The dictionary definition of Profiling:

The act or process of extrapolating information about a person based on known traits or tendenciesThe act of suspecting or targeting a person on the basis of observed characteristics or behavior.

There is a word there that I had to look up in the thesaurus: Extrapolating. It means, inferring, generalizing, deducing, and to draw conclusions, which pretty much sums up the whole crux of profiling.

Chris Froome was favorite going into the Tour de France, the press and the rest of the media all agreed he was the man to beat. So what happens when he lives up to everyone’s expectations? These same journalists are now questioning his performance, and it is not just journalists, but every amateur armchair analyst in the world.

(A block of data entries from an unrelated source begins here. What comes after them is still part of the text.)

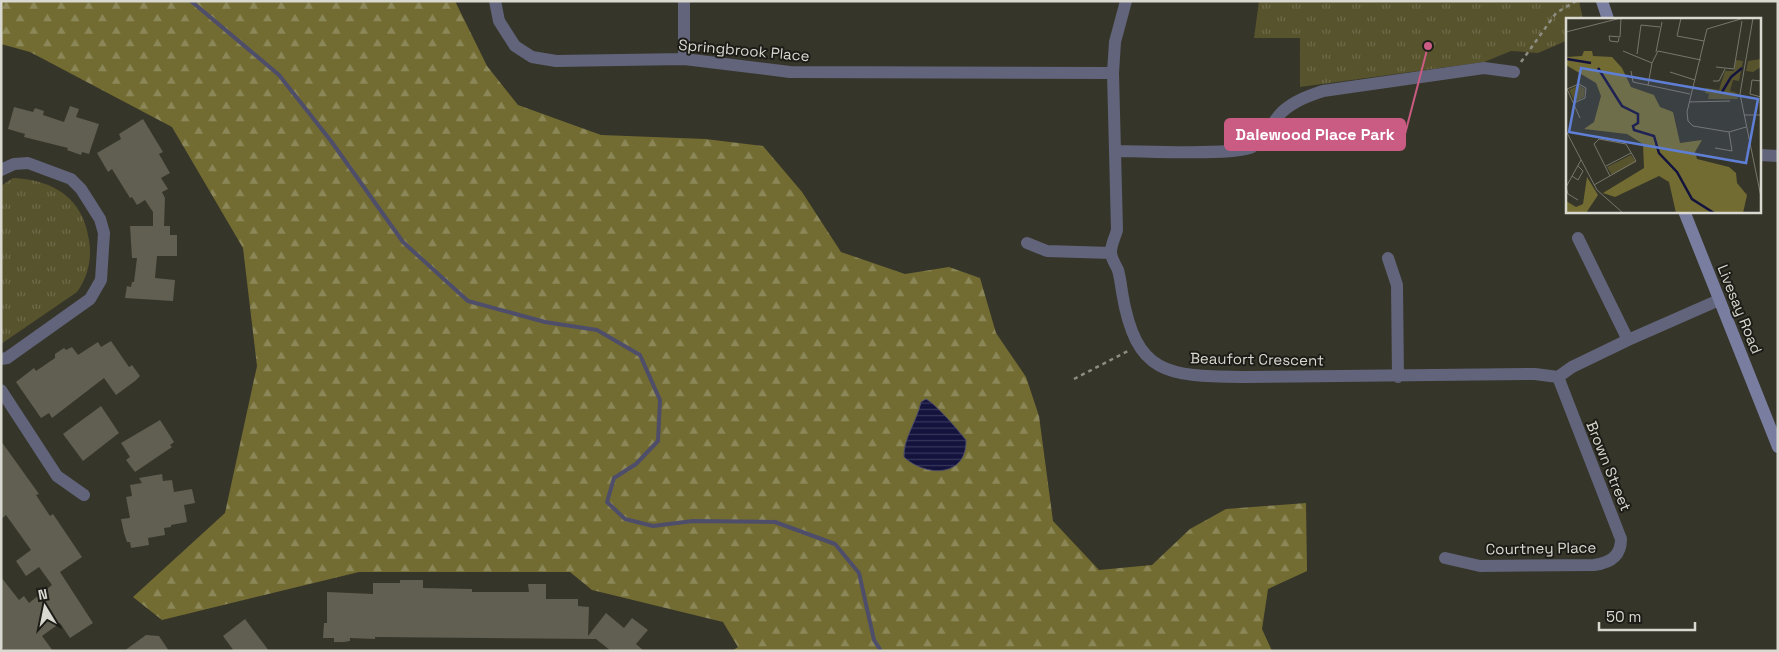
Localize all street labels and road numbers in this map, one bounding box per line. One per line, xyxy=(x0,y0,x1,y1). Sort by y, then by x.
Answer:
street label: Springbrook Place xyxy=(678,35,810,65)
street label: Livesay Road xyxy=(1713,262,1767,356)
street label: Beaufort Crescent xyxy=(1190,348,1324,370)
street label: Brown Street xyxy=(1582,418,1636,514)
street label: Courtney Place xyxy=(1485,538,1597,558)

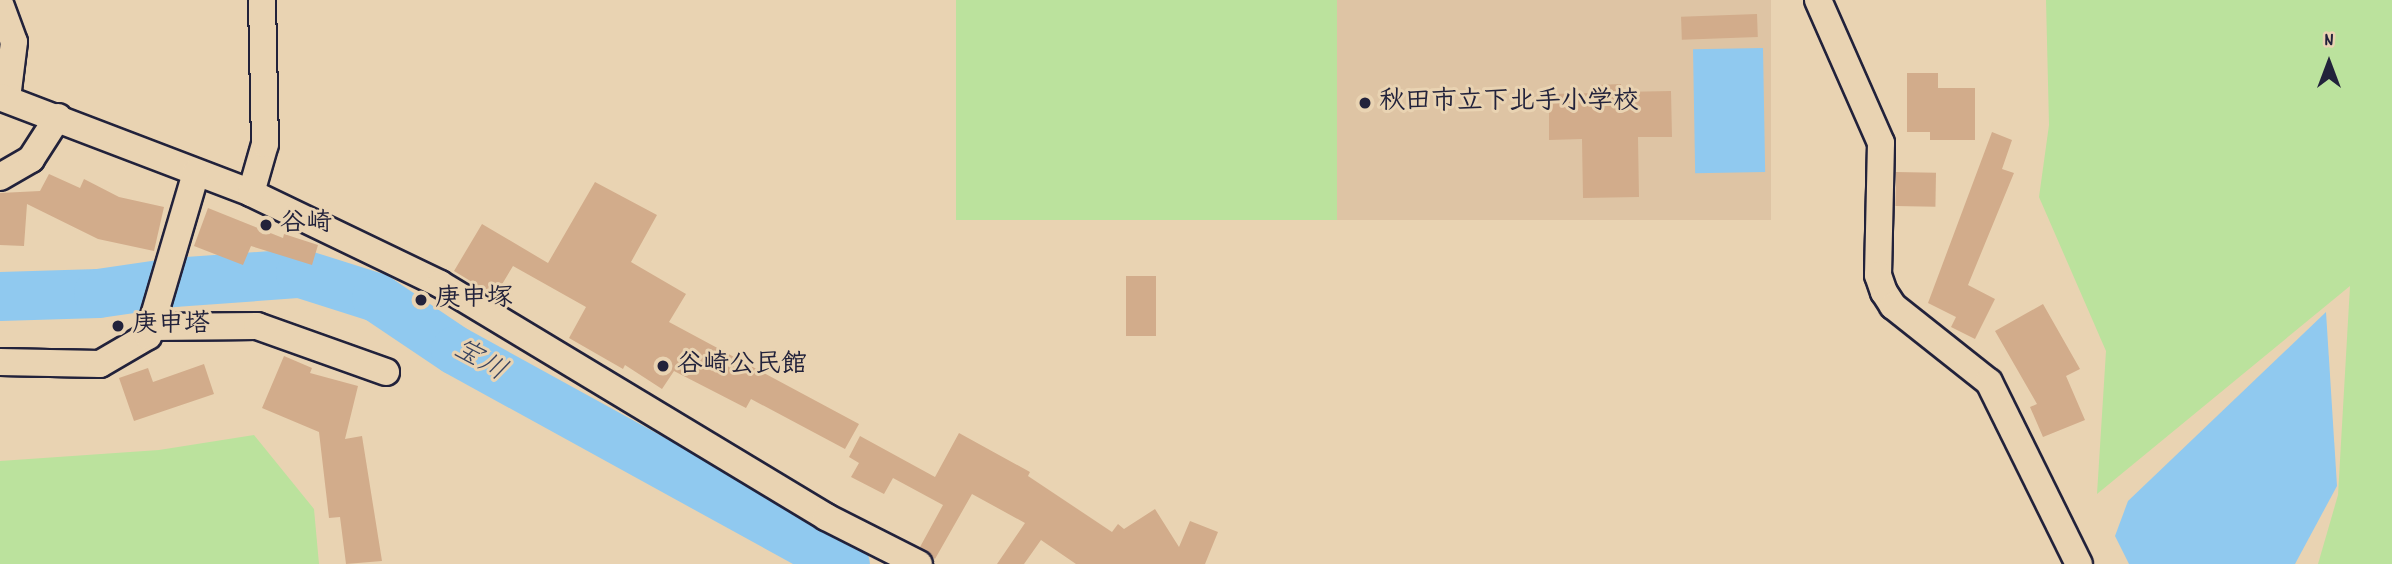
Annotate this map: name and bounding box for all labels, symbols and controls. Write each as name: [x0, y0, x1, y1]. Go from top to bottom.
north arrow: [2294, 28, 2364, 98]
text: N: [2324, 28, 2334, 55]
place label: 秋田市立下北手小学校: [1379, 87, 1639, 119]
marker: 秋田市立下北手小学校: [1357, 95, 1373, 111]
place label: 谷崎: [280, 209, 332, 241]
marker: 谷崎: [258, 217, 274, 233]
place label: 庚申塚: [435, 284, 513, 316]
marker: 庚申塚: [413, 292, 429, 308]
place label: 庚申塔: [132, 310, 210, 342]
marker: 庚申塔: [110, 318, 126, 334]
water label: 宝川: [446, 333, 512, 391]
place label: 谷崎公民館: [677, 350, 807, 382]
marker: 谷崎公民館: [655, 358, 671, 374]

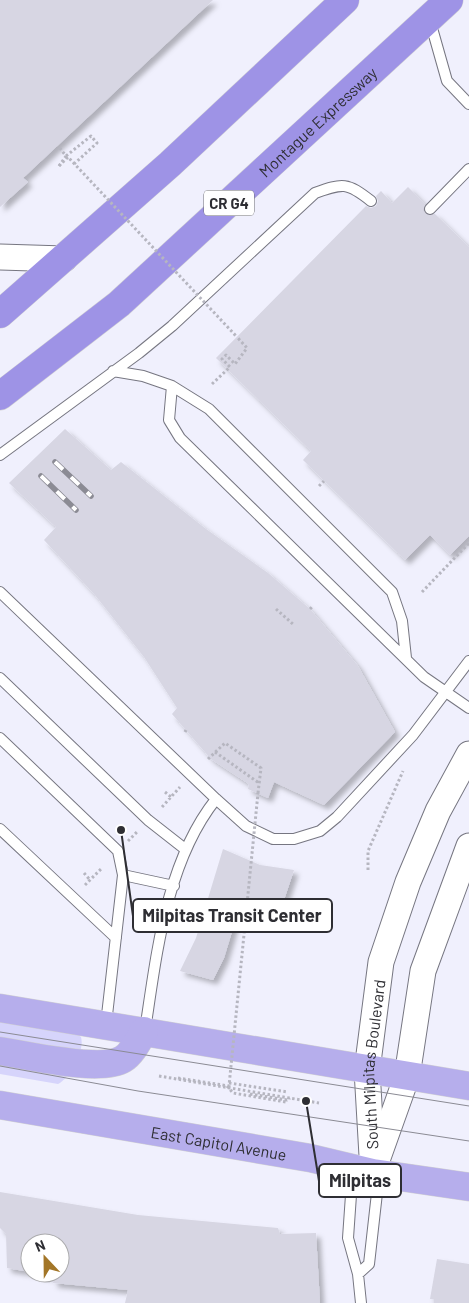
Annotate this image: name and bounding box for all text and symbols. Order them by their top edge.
street label: Montague Expressway [254,62,381,180]
road number: CR G4 [204,190,254,216]
callout: Milpitas Transit Center [133,899,332,932]
text: Milpitas Transit Center [142,904,322,926]
street label: South Milpitas Boulevard [357,978,388,1150]
street label: East Capitol Avenue [150,1121,288,1163]
callout: Milpitas [319,1164,401,1197]
text: Milpitas [329,1169,391,1191]
north arrow [20,1233,70,1283]
text: N [32,1236,47,1255]

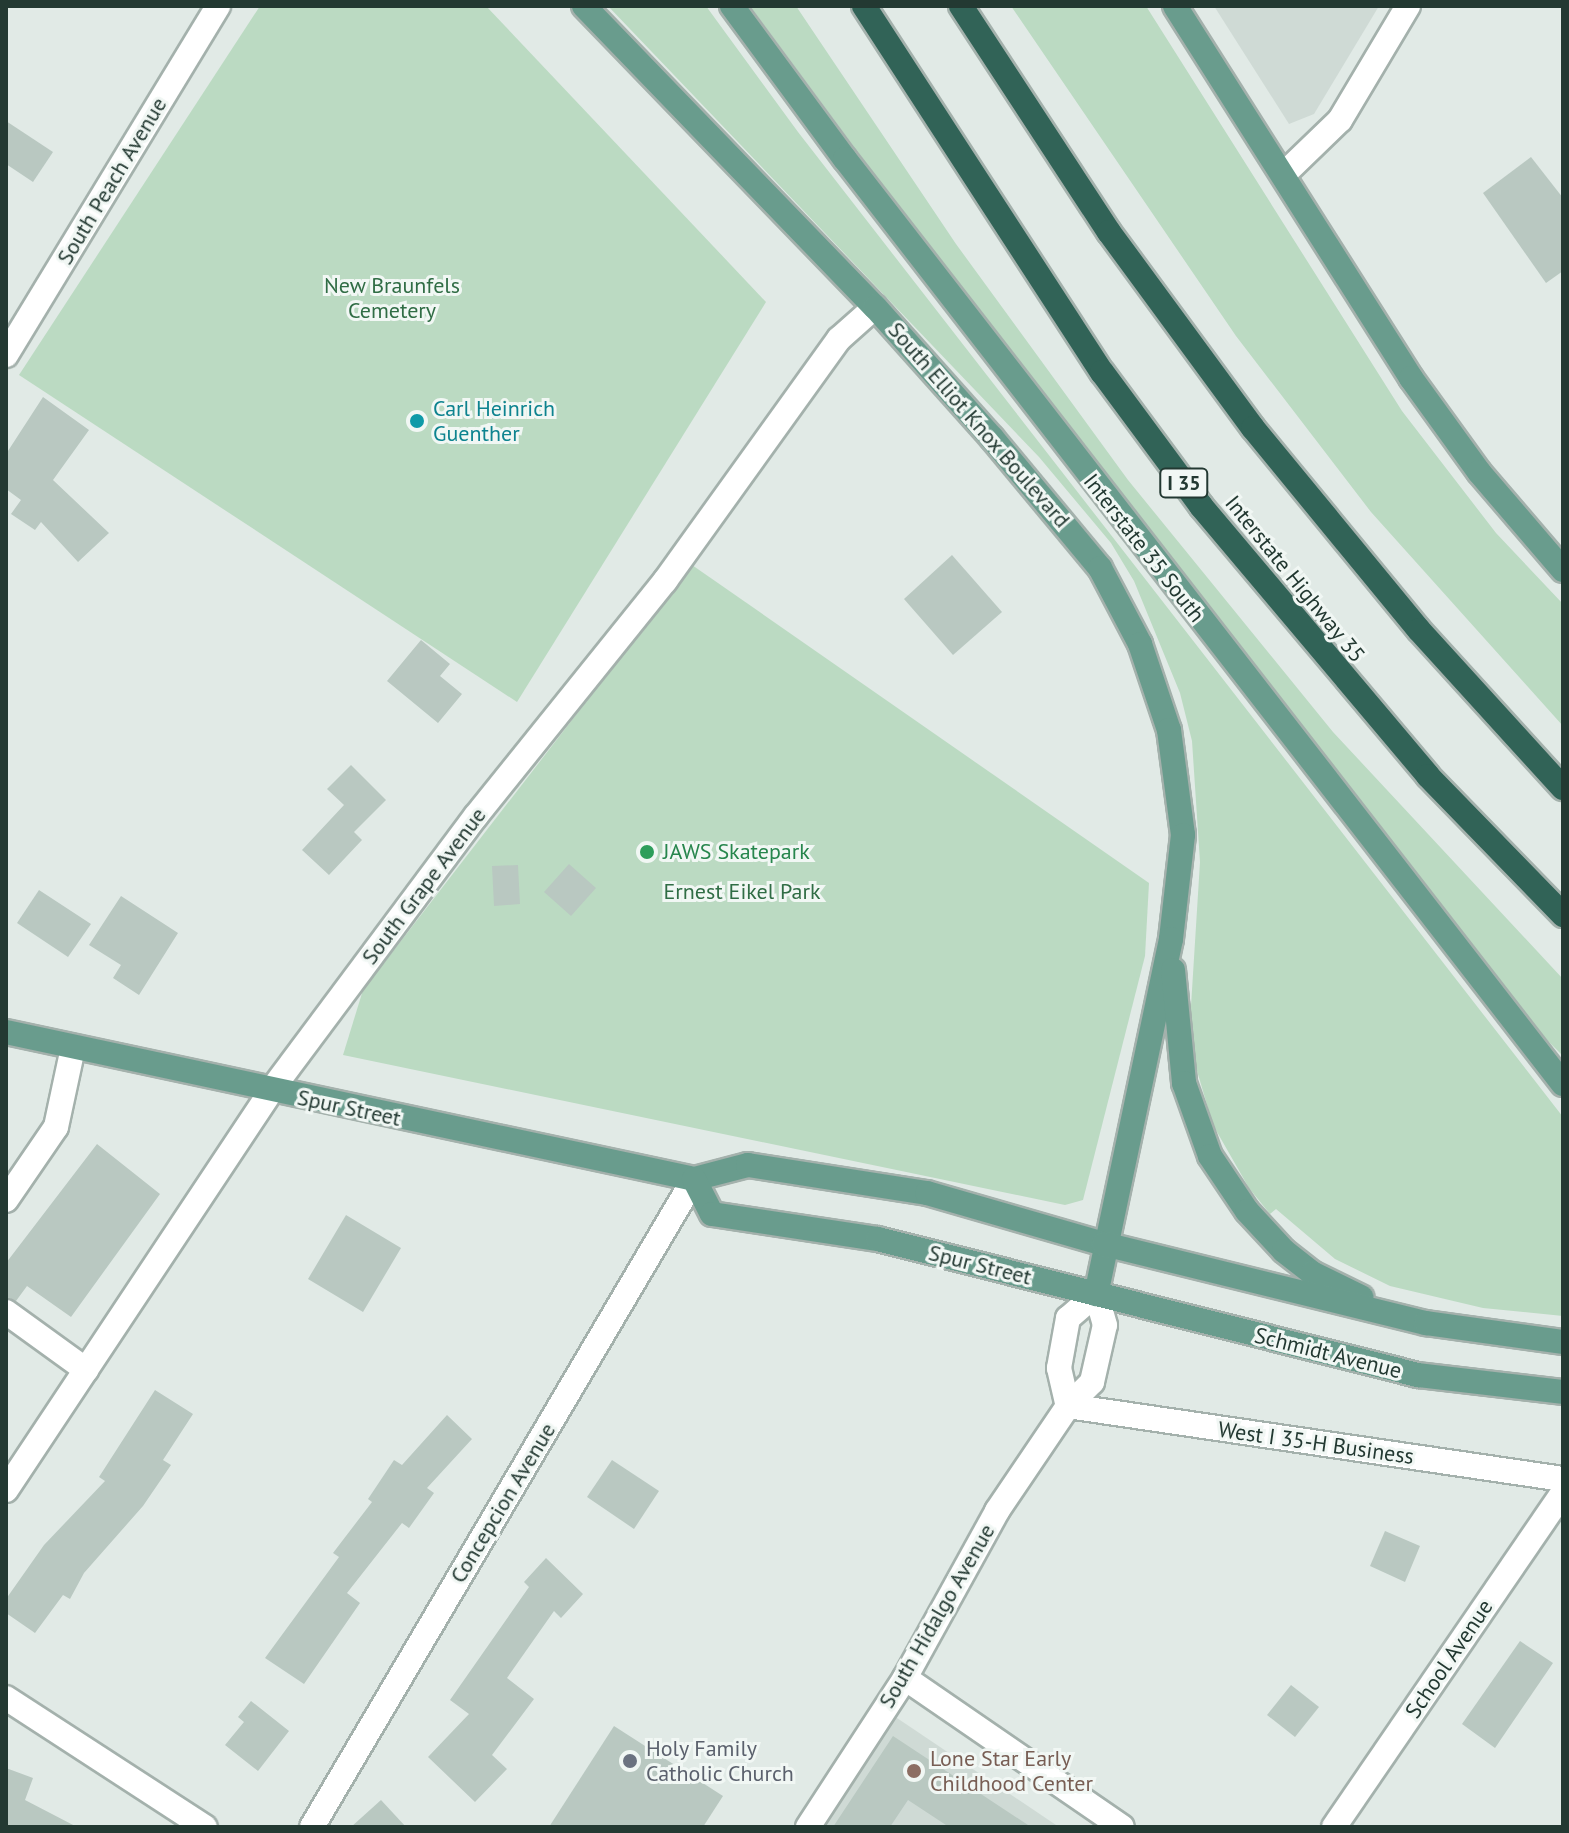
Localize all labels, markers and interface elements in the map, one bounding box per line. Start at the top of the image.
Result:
street label: South Peach Avenue [52,92,172,270]
park label: New Braunfels Cemetery [324,272,460,324]
street label: South Elliot Knox Boulevard [882,317,1076,533]
place label: Carl Heinrich Guenther [433,395,555,446]
marker: Carl Heinrich Guenther [408,412,426,430]
road number: I 35 [1158,467,1210,499]
street label: Interstate 35 South [1078,469,1210,627]
street label: Interstate Highway 35 [1219,490,1371,668]
street label: South Grape Avenue [356,802,492,970]
place label: JAWS Skatepark [663,839,810,865]
marker: JAWS Skatepark [638,843,656,861]
park label: Ernest Eikel Park [664,879,820,905]
street label: Spur Street [295,1084,403,1132]
street label: Spur Street [926,1239,1034,1291]
street label: Schmidt Avenue [1251,1322,1405,1384]
street label: West I 35-H Business [1216,1416,1416,1470]
street label: Concepcion Avenue [445,1418,561,1588]
street label: South Hidalgo Avenue [873,1519,1001,1713]
street label: School Avenue [1399,1594,1499,1724]
place label: Holy Family Catholic Church [646,1735,794,1786]
place label: Lone Star Early Childhood Center [930,1745,1093,1796]
marker: Holy Family Catholic Church [621,1752,639,1770]
marker: Lone Star Early Childhood Center [905,1762,923,1780]

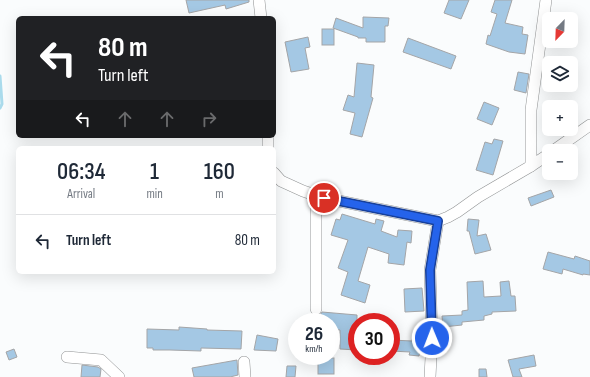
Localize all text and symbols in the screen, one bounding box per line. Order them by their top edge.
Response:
north arrow [542,12,578,48]
map controls [542,12,578,180]
text: 80 m [98,31,147,64]
icon: left [32,32,84,84]
button: layers [542,56,578,92]
text: Turn left [98,65,149,86]
button: + [542,100,578,136]
icon: left [72,108,94,130]
icon: ahead [114,108,136,130]
icon: ahead [156,108,178,130]
icon: right [198,108,220,130]
button: − [542,144,578,180]
text: 06:34 [57,157,105,186]
text: 1 [150,157,159,186]
text: 160 [204,157,235,186]
pin [307,181,341,215]
text: Arrival [67,186,95,202]
text: min [146,186,163,202]
text: m [215,186,224,202]
icon: arrive [313,187,335,209]
icon: left [32,230,54,252]
text: Turn left [66,231,111,250]
text: 80 m [235,231,260,250]
speed limit sign: 30 [348,313,400,365]
position arrow [411,317,453,359]
text: 26 [305,322,323,346]
text: km/h [305,343,323,355]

He blew everyone away last Sunday on Mont Monteux, but barely had time to get from the finishing line, change his shirt, and get to the podium, before Twitter and all the Internet chat rooms were ablaze with cries of “Doper.”  I heard that one site crashed within minutes of the stage finish, they had so many people online.

This is profiling, pure and simple. Like saying, “Here is a black man, he might be a criminal.” Or, “Here is someone who looks like an Arab, he might be a terrorist.” People are saying, “Here is a professional cyclist, and he is going faster than everyone else, he might be on dope.”

I can understand being skeptical after all that has happened in the sport of pro cycling, but if a person is so skeptical that he goes on line to question a rider’s performance, just because he blew away the completion. Why is that person even watching the Tour de France? If one doesn’t believe what they are seeing, they might as well watch Professional Wrestling.

Chris Froome did not suddenly appear out of nowhere. He has been on form all season, which is why he earned the title of “Favorite” going into the Tour. He won the Tour of Oman, was second to Vincenzo Nibali in the Tirreno – Adriatico. He won the Criterium International, the Tour de Romandie, and the Criterium du Douphine, all multiple stage races. I suspect many of the armchair experts never followed those races, but have just come on board for the TDF. And I’ll bet most have never raced a bike, or have a clue what it takes.

Throughout history there have been cyclists who have stood head and shoulders above the rest. Fausto Coppi, Jacques Anquetil, Eddy Merckx. Why do some soccer teams, and football and baseball teams do better than others? It is the organization, the managers, and the coaches. Who gets fired when things go bad? Team Sky have the money and they can buy the best athletes, managers, and coaches, simple as that.

Team Sky have gone out of their way to be transparent in their organization, they fired a bunch of people who were suspect of previous dealings with dope. I believe pro cycling has an opportunity to get itself really clean like never before.

I am now reading that the Professional Cyclists Association (CPA) is telling the media to leave Chris Froome alone. So his fellow riders in the Tour de France are satisfied he is not doping. That is good enough for me, I can enjoy the rest of the Tour.

With everyone across the board saying they are clean, it would take one hell of a conspiracy if everyone was still doping as before. Anyone who has worked in an office knows that all people do is talk about stuff they were supposed to keep secret. If a team were doping, a mechanic or laundry boy somewhere would be sure to spill the beans to the press.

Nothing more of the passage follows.